Since the release of Windows 10, be it mobile or else which, Microsoft has been treating Windows as Bethesda treats an Elder Scrolls game- release it now, and we’ll fix it later. The difference, of course is that people rely on Windows operating correctly from day one (or at least reliably enough) whereas people playing Skyrim can wait 6 days or months for a mostly functioning version of the game through patches. It’s not really an important thing. This Windows as a service scheme is not suited to a consumer/semi-pro OS. It works for Linux, because Linux users tend to be more savy ( nevermind that many problems can be circumvented with config/command line mojo). Not to mention that most major Linux distros have a 3+ year LTS version with regular patches, but also have an army of user/developers who also contribute code, based on real-life scenarios and a now more polite overlord who demands the best (even if/when bugs get through), and MS’s new “throw it at the wall and see what sticks, we’ll fix it later” looks even more daft.

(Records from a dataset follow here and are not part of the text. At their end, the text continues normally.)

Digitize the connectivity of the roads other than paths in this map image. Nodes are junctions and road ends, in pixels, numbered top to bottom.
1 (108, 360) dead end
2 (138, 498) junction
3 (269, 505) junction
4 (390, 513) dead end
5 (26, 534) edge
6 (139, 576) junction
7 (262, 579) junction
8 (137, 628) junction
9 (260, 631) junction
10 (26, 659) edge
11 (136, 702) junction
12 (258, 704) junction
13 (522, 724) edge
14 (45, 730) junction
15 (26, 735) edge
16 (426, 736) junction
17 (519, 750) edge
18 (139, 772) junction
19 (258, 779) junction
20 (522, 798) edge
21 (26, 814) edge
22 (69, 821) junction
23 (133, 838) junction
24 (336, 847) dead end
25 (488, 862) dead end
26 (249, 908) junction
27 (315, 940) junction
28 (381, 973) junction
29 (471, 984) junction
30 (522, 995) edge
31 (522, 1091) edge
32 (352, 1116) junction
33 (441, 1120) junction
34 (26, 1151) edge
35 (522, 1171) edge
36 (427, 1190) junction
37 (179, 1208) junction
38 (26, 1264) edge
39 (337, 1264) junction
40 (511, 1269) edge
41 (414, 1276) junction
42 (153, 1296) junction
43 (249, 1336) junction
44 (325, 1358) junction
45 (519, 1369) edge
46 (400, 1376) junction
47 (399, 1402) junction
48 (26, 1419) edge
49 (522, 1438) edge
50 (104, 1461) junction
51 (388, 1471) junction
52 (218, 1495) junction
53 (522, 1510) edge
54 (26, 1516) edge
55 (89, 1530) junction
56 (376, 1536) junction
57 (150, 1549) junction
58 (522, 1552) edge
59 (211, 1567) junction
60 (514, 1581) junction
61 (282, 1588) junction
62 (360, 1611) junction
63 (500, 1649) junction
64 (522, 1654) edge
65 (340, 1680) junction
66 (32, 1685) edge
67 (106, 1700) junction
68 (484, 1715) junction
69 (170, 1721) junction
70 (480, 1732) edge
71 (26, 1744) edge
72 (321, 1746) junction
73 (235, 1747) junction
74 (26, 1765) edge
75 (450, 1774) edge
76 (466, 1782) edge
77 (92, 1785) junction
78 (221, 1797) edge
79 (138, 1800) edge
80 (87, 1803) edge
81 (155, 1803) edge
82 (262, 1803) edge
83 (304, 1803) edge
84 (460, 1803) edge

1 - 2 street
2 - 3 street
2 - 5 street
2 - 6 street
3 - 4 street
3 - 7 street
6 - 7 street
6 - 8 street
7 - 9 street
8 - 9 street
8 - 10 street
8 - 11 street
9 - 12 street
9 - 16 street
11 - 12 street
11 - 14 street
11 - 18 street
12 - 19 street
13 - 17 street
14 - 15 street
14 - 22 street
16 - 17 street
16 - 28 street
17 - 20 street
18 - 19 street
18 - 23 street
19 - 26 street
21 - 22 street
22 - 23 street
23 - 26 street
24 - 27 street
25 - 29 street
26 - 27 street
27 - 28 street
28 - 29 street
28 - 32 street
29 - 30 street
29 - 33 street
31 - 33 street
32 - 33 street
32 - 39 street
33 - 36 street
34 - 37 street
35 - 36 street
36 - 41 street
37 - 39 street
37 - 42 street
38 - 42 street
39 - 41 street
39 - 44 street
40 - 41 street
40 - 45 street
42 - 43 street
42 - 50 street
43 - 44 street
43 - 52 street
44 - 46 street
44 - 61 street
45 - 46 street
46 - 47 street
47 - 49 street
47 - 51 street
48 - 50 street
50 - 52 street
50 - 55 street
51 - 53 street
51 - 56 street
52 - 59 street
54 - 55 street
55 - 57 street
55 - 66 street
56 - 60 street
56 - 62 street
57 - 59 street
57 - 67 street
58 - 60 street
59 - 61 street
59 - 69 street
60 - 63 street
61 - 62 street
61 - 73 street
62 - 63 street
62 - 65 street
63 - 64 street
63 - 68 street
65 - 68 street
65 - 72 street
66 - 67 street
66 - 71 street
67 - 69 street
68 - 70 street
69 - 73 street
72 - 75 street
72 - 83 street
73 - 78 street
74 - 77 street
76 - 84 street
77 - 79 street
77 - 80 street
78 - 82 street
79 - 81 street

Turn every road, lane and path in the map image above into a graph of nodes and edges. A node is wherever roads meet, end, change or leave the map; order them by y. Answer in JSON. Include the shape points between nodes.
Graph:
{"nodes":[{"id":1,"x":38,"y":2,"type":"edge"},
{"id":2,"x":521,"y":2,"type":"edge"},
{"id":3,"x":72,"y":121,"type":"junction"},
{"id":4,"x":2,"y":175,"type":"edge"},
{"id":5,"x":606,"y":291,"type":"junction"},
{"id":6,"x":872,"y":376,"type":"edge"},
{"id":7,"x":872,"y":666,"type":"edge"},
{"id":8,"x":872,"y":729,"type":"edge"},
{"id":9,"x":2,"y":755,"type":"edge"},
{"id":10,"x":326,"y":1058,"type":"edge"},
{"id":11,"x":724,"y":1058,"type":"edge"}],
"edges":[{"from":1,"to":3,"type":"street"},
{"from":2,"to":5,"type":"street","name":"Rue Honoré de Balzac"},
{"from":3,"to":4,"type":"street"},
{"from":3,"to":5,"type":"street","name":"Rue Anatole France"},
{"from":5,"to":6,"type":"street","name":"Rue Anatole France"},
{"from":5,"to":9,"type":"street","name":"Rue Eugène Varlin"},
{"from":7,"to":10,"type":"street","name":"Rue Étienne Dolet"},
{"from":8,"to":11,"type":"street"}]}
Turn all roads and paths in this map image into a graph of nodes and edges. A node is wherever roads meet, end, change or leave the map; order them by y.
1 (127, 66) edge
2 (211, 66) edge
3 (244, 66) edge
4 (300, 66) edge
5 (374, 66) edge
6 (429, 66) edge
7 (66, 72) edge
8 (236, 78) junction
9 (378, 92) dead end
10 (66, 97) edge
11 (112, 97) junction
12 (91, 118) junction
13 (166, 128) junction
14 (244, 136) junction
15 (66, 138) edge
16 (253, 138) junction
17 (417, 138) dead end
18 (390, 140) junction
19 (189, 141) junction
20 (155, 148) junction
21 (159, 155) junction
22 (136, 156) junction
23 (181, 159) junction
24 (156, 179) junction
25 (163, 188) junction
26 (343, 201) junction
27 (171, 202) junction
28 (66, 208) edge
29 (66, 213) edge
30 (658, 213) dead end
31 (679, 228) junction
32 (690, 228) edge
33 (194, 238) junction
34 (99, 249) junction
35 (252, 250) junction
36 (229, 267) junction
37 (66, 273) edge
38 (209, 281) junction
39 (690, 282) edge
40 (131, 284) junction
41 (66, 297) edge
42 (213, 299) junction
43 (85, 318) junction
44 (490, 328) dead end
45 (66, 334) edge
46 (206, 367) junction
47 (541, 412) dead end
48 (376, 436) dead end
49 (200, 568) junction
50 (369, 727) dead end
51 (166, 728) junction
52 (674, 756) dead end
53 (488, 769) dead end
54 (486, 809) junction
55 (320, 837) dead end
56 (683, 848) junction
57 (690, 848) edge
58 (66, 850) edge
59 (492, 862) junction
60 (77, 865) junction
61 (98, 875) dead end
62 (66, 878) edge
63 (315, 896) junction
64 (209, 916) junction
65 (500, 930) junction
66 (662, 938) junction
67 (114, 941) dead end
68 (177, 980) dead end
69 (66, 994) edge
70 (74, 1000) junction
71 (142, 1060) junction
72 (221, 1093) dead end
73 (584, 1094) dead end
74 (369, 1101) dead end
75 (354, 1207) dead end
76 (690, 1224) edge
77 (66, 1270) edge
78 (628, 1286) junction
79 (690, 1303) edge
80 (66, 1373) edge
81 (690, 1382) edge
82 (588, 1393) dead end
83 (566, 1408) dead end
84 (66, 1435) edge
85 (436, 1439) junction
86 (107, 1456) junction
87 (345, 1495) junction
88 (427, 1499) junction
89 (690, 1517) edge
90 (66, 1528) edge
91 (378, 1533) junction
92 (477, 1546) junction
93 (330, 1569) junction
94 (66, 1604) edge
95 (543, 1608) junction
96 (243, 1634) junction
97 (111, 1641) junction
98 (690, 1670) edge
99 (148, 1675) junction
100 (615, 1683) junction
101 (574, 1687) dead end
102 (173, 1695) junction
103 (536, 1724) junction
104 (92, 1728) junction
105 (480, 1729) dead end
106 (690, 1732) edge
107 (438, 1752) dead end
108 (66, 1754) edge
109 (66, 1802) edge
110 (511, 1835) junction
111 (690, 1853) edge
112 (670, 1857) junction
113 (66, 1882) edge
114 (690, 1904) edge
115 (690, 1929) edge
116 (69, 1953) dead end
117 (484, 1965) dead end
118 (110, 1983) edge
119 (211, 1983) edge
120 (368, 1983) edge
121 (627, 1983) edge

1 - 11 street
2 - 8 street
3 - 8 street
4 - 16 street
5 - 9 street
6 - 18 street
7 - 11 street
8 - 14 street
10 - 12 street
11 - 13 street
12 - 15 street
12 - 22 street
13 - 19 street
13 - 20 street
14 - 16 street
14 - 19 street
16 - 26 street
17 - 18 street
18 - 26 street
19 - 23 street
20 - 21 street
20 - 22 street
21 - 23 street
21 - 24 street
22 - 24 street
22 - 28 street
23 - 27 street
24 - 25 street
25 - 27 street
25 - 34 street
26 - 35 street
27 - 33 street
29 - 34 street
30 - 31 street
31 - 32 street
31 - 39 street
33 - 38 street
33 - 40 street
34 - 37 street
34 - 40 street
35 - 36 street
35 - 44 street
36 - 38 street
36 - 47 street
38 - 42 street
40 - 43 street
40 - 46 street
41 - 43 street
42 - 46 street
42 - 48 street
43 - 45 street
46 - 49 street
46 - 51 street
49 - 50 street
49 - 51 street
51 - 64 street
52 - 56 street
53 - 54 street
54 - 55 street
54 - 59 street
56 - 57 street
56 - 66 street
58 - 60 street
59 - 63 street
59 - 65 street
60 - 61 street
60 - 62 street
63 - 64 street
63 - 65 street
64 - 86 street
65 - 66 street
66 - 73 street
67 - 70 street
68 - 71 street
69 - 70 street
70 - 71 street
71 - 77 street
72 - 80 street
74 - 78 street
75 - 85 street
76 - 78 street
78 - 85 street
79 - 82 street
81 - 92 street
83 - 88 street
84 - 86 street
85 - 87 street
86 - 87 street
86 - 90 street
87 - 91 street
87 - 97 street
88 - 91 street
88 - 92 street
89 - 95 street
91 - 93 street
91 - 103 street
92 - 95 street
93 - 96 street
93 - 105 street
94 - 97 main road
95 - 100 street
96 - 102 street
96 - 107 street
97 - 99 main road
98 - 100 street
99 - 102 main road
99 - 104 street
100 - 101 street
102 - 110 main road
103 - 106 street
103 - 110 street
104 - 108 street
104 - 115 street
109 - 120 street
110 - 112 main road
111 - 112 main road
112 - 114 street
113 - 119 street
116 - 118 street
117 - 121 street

Peter Bright, Microsoft apologist, recently wrote on another site about how MS’s OS’s were always crud out of the gate, and took a service pack or two to be considered good enough for deployment, and that the fix it as we go Windows 10 meant continual bugs improvements not seen in previous versions. What he failed to concede was that while, yes, the initial release was usually rubbish, the service pack, released a year or so later was solid enough to keep you going for 10 or more years, if you updated, because it was tested up the wazoo before release. The first version of anything is not as good as the later version. Companies learn from mistakes, and not only from the mistakes they made, but why those mistakes were made. Further, you could choose not to bork your system every 6 months with a service pack feature upgrade foisted upon you whether you want it or not.